Sam Znaimer is a Vancouver resident. He’s a venture capitalist that has a 30-year investment history. Znaimer invests in the U.S. marijuana industry but was recently detained and questioned for 4-hours while trying to enter the U.S. from Canada.

Because Znaimer invests in U.S. marijuana companies, the U.S. government claims he is “assisting and abetting in the illicit trafficking of drugs,” CBS News reports. Immigration attorney Len Saunders says there have been at least a dozen more cases just like this one that have occurred at the Blaine Land Crossing in Washington.

Znaimer said, “To my shock and horror, I was told that I was deemed to be inadmissible to the United States because I was assisting and abetting in the illicit trafficking of drugs. They never asked whether I had consumed marijuana, the only thing that they’re interested in is that I’ve been an investor in U.S.-based cannabis companies. I was shocked. I couldn’t believe that anyone as peripherally involved with these companies as an investor could possibly be deemed to be assisting and abetting. It is a huge regulatory overreach.”

Similar issues have occurred in the Vancouver and Edmonton airports in recent months as well.

Saunders said, “You’re being barred because you’re getting paid through drug money, even though it’s marijuana. It might as well be cocaine or heroin…These are not people who have criminal convictions, these are not people who are terrorists or a threat to the United States”

Canada has a marijuana industry stock exchange, and American companies are listed on it. Anyone, anywhere in the world can buy stock in the companies listed on the exchange.

Due to the recent events with Mr. Znaimer, Canadian investors may be scared away from American marijuana companies, according to industry analyst Giadha Aguirre De Carcer.

“Canada has matured as a market, with better regulation, faster and earlier. It could have a very damaging effect to legal cannabis businesses in the United States, and it could do so to the point of crippling the market,” said De Carcer.

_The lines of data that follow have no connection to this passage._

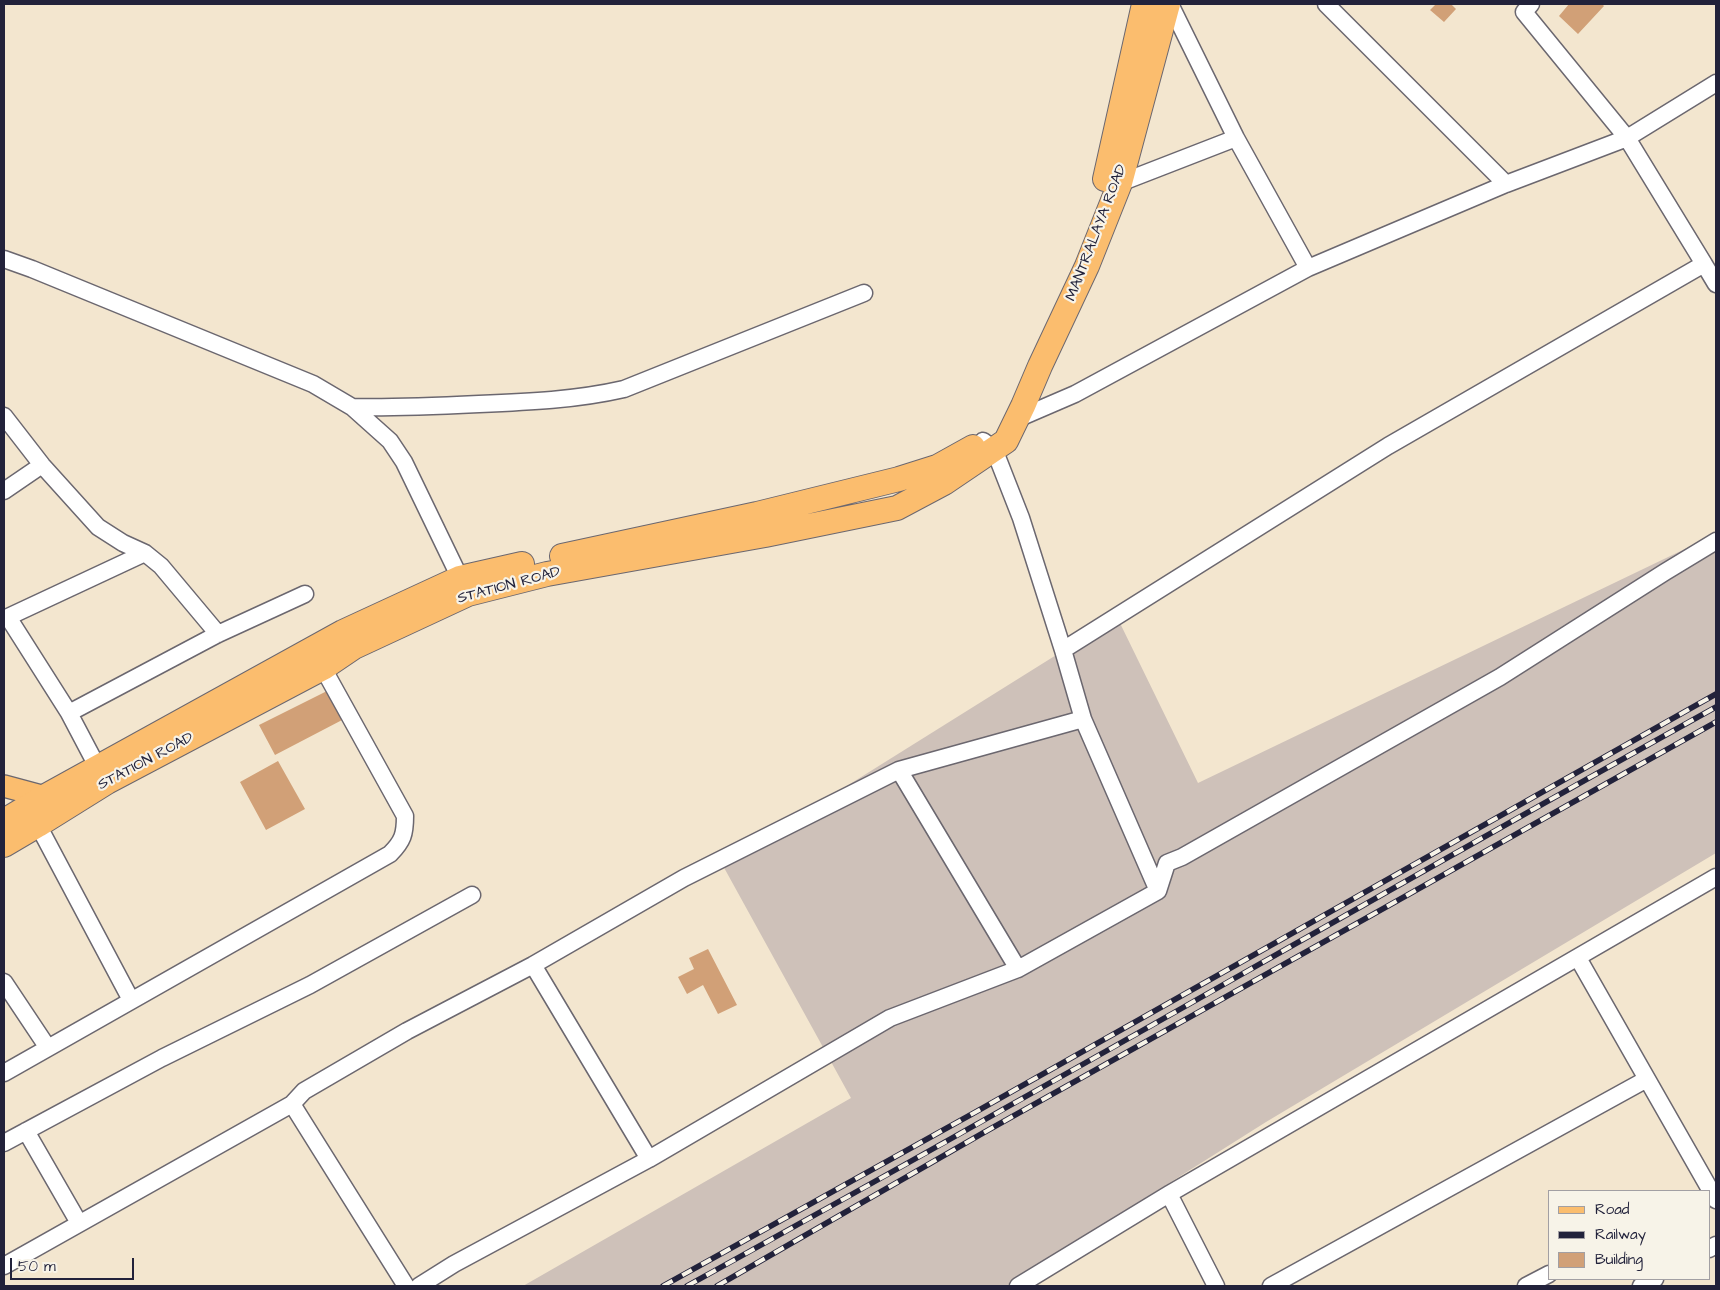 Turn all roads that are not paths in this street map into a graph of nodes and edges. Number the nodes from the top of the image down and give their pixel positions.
1 (1144, 4) edge
2 (1169, 4) edge
3 (1326, 4) edge
4 (1523, 7) edge
5 (1716, 83) edge
6 (1236, 138) junction
7 (1627, 138) junction
8 (1120, 183) junction
9 (1506, 184) junction
10 (1704, 264) junction
11 (6, 265) edge
12 (1308, 268) junction
13 (1716, 284) edge
14 (864, 293) dead end
15 (352, 407) junction
16 (4, 416) edge
17 (1016, 419) junction
18 (989, 445) junction
19 (42, 465) junction
20 (4, 491) edge
21 (1716, 541) edge
22 (144, 553) junction
23 (460, 578) junction
24 (305, 594) dead end
25 (6, 617) edge
26 (218, 634) junction
27 (1064, 650) junction
28 (323, 668) junction
29 (70, 713) junction
30 (1083, 719) junction
31 (98, 768) junction
32 (899, 770) junction
33 (4, 786) edge
34 (44, 797) junction
35 (74, 803) junction
36 (4, 821) edge
37 (38, 825) junction
38 (4, 844) edge
39 (1716, 876) edge
40 (1158, 891) junction
41 (472, 895) dead end
42 (1578, 958) junction
43 (533, 965) junction
44 (1018, 969) junction
45 (4, 982) edge
46 (130, 1000) junction
47 (48, 1048) junction
48 (4, 1073) edge
49 (1647, 1079) junction
50 (292, 1104) junction
51 (26, 1131) junction
52 (4, 1142) edge
53 (649, 1159) junction
54 (1706, 1190) edge
55 (1169, 1194) junction
56 (79, 1223) junction
57 (4, 1266) edge
58 (1548, 1275) edge
59 (1653, 1280) edge
60 (406, 1286) edge
61 (419, 1286) edge
62 (1018, 1286) edge
63 (1216, 1286) edge
64 (1271, 1286) edge
65 (1526, 1286) edge
66 (1641, 1286) edge

1 - 18 highway, MANTRALAYA ROAD
2 - 6 street
2 - 8 highway, MANTRALAYA ROAD
3 - 9 street
4 - 7 street
5 - 7 street
6 - 8 street
6 - 12 street
7 - 9 street
7 - 10 street
8 - 17 highway, MANTRALAYA ROAD
9 - 12 street
10 - 13 street
10 - 27 street
11 - 15 street
12 - 17 street
14 - 15 street
15 - 23 street
16 - 19 street
17 - 18 highway, MANTRALAYA ROAD
18 - 23 highway, STATION ROAD
18 - 27 street
18 - 28 highway, STATION ROAD
19 - 20 street
19 - 22 street
21 - 40 street
22 - 25 street
22 - 26 street
23 - 31 highway, STATION ROAD
24 - 26 street
25 - 29 street
26 - 29 street
27 - 30 street
28 - 35 highway, STATION ROAD
28 - 46 street
29 - 31 street
30 - 32 street
30 - 40 street
31 - 34 highway, STATION ROAD
32 - 43 street
32 - 44 street
33 - 34 main road
34 - 35 main road
34 - 36 highway, STATION ROAD
35 - 37 highway, STATION ROAD
37 - 38 highway, STATION ROAD
37 - 46 street
39 - 42 street
40 - 44 street
41 - 51 street
42 - 49 street
42 - 55 street
43 - 50 street
43 - 53 street
44 - 53 street
45 - 47 street
46 - 47 street
47 - 48 street
49 - 54 street
49 - 64 street
50 - 56 street
50 - 60 street
51 - 52 street
51 - 56 street
53 - 61 street
55 - 62 street
55 - 63 street
56 - 57 street
58 - 65 street
59 - 66 street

Because of this situation, and now basically being labeled as an international drug trafficking aid, Sam Znaimer may never be able to enter into the U.S. again. For now, he’s banned from entering. It’s unknown whether these practices are part of a new border enforcement policy. It’s merely stated that determinations regarding border crossing eligibility is done on a case-by-case basis and is based upon the information available at that specific time.